[Saved data entries]
____________________

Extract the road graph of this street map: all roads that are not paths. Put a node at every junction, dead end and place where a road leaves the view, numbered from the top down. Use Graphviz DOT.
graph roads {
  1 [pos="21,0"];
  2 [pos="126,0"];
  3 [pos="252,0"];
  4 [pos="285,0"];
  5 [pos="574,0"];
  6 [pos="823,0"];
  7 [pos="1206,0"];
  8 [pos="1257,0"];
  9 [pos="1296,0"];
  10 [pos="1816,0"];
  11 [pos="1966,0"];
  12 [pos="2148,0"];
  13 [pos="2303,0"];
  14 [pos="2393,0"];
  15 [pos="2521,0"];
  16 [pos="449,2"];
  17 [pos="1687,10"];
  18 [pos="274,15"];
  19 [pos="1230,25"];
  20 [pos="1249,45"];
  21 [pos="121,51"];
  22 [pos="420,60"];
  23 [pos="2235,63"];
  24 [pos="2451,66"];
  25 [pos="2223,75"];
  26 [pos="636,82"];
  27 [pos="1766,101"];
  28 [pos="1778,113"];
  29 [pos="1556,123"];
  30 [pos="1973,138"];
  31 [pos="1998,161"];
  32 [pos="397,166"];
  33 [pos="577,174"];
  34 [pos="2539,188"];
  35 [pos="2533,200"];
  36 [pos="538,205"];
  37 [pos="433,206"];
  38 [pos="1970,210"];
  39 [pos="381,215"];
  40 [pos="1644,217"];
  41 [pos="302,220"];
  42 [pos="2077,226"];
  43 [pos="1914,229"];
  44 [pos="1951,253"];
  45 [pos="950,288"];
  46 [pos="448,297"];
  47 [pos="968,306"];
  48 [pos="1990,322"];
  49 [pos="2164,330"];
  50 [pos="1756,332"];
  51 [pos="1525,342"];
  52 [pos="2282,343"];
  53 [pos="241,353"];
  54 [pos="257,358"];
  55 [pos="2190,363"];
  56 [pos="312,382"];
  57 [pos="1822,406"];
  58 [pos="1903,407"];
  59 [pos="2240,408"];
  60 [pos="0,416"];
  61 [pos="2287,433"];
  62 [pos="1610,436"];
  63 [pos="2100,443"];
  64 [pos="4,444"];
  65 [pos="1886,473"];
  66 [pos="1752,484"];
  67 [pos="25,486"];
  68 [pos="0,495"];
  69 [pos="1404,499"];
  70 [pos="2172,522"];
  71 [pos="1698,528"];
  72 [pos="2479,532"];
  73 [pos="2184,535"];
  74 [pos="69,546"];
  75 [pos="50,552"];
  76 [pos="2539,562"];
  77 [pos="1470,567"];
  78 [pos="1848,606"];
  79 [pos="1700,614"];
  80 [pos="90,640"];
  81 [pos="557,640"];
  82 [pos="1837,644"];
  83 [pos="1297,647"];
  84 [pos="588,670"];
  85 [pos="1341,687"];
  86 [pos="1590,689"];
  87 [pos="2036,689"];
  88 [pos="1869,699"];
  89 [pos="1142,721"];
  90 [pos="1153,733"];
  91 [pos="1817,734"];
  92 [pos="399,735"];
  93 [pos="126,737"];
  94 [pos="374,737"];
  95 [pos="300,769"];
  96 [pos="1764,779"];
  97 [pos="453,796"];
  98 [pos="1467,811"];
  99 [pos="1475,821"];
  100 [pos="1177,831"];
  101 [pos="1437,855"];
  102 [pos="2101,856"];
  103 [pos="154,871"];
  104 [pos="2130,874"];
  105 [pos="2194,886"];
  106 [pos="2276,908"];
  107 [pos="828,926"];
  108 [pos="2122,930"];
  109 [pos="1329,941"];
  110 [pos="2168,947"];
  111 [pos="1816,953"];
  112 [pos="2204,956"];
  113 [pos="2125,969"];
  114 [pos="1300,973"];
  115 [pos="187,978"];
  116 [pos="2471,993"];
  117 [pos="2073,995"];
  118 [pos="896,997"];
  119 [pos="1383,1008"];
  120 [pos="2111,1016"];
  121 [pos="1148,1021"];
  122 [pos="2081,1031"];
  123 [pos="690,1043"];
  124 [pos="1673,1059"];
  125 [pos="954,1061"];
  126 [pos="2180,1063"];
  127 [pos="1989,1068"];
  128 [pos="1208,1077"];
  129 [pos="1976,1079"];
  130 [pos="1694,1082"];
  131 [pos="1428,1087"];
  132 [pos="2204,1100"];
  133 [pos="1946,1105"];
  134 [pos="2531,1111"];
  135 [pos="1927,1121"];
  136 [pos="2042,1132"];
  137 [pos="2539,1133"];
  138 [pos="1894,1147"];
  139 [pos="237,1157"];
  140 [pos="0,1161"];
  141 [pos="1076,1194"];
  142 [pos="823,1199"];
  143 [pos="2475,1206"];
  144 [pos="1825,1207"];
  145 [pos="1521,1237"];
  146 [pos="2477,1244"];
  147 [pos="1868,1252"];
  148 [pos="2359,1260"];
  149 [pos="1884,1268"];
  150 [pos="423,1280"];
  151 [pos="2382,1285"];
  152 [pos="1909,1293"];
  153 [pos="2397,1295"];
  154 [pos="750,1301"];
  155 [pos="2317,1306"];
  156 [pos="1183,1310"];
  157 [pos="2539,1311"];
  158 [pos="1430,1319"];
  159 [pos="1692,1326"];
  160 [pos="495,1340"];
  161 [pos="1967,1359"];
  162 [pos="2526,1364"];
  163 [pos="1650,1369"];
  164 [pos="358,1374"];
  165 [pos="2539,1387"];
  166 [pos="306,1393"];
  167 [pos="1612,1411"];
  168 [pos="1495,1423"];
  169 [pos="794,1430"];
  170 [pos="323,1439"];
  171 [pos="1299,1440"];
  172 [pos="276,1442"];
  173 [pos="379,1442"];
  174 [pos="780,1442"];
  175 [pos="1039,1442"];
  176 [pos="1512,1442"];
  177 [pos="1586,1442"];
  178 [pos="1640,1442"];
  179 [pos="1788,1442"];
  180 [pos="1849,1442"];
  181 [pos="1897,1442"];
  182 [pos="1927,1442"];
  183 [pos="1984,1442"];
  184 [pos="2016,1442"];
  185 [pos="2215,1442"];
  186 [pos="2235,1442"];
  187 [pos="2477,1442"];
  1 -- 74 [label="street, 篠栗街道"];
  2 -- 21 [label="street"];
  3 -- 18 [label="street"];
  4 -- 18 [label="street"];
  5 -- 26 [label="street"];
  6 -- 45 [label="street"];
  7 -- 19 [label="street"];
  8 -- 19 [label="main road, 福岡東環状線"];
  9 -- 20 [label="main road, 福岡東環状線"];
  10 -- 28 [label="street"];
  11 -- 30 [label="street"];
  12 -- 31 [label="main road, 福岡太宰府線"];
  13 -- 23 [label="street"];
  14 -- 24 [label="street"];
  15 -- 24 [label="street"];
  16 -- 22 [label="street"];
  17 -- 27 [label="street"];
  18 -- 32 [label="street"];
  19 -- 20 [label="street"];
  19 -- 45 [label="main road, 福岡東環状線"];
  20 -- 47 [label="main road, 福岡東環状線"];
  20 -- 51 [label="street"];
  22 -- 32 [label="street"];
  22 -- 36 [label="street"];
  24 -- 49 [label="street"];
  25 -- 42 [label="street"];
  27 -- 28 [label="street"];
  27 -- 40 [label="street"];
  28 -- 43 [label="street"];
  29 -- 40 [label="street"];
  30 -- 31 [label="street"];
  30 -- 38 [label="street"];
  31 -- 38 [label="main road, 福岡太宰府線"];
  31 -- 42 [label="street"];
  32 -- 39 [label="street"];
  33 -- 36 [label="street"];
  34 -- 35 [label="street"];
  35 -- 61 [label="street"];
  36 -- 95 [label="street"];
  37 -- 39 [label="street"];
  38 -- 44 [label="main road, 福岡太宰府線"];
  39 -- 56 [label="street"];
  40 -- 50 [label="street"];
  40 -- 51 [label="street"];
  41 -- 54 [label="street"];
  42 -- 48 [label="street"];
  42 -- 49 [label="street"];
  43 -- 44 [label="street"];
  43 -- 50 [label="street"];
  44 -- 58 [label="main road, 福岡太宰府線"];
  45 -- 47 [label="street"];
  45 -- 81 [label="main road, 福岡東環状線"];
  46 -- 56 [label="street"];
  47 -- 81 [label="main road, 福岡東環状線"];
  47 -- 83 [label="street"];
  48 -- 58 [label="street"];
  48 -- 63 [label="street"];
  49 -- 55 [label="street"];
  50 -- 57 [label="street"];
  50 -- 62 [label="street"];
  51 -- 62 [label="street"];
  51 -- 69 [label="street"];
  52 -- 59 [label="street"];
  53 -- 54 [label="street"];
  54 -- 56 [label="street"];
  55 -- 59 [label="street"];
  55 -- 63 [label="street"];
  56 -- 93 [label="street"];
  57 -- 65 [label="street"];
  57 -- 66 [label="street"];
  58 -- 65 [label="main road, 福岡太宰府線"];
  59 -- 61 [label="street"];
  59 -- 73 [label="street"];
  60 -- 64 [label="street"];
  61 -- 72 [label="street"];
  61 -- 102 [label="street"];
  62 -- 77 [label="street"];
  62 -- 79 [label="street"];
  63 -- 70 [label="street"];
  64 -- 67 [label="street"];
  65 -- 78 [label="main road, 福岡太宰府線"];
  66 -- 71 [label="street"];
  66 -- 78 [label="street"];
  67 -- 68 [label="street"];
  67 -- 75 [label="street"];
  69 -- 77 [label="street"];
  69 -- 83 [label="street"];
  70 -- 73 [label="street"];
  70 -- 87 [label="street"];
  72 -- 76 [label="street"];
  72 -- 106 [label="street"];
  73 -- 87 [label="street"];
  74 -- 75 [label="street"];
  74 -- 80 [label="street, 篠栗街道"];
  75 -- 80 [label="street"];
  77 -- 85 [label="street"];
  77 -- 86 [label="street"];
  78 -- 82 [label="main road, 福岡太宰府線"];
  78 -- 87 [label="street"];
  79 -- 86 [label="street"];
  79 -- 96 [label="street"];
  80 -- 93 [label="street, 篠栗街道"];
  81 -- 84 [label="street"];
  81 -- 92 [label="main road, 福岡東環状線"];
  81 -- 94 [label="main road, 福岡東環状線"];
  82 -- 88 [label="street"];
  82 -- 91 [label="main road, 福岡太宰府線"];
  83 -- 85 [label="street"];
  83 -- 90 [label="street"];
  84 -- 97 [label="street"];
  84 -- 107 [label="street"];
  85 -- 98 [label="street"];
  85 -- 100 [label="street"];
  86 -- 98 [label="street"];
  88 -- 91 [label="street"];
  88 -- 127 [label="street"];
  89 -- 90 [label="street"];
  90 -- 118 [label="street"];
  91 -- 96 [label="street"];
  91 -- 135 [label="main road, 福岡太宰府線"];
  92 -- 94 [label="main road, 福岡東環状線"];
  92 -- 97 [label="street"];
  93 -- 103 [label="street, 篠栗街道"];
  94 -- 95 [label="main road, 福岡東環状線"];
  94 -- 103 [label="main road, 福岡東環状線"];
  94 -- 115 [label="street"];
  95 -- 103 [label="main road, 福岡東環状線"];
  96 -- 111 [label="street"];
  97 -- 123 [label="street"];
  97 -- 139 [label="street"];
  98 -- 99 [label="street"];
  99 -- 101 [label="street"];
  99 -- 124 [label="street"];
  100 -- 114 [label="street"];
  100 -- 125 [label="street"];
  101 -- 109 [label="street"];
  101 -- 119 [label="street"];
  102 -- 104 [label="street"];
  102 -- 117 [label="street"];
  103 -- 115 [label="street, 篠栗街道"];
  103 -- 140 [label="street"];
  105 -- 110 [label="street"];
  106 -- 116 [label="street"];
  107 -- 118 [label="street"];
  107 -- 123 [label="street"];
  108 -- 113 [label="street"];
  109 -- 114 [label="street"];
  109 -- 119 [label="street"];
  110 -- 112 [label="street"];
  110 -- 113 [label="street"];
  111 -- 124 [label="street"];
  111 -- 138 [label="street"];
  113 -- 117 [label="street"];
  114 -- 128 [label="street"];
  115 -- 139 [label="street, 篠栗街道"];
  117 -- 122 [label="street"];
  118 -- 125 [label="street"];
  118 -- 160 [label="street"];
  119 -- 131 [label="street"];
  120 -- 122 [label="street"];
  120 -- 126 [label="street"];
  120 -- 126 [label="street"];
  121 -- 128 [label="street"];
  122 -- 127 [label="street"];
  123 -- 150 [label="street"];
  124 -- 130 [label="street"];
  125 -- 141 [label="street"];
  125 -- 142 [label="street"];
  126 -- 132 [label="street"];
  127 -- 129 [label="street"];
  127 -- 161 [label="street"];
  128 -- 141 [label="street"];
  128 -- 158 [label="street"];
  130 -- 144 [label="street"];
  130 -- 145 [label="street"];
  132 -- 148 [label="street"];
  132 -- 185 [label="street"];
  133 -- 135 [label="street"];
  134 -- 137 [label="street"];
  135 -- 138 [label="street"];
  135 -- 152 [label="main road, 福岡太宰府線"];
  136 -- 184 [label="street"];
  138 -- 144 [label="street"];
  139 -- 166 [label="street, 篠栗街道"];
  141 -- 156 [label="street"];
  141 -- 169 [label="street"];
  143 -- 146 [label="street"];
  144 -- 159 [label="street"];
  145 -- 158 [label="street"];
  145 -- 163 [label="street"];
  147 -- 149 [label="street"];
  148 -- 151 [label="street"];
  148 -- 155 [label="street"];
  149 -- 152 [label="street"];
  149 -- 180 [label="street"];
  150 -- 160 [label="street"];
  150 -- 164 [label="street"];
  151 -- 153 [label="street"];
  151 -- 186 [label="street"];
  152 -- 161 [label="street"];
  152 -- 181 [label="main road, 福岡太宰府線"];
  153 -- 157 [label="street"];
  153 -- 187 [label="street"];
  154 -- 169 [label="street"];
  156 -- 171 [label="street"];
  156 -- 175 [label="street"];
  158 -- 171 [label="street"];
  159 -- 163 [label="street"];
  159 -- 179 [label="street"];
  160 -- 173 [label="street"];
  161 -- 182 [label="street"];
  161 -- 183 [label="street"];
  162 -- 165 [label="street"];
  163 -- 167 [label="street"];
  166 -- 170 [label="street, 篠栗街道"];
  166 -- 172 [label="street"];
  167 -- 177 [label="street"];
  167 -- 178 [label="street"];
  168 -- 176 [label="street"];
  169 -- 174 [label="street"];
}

____________________

EXERCISE DIRECTIONS: Search the data above for the word "篠栗街道". Copy each line it is in.

ANSWER SPACE:
  1 -- 74 [label="street, 篠栗街道"];
  74 -- 80 [label="street, 篠栗街道"];
  80 -- 93 [label="street, 篠栗街道"];
  93 -- 103 [label="street, 篠栗街道"];
  103 -- 115 [label="street, 篠栗街道"];
  115 -- 139 [label="street, 篠栗街道"];
  139 -- 166 [label="street, 篠栗街道"];
  166 -- 170 [label="street, 篠栗街道"];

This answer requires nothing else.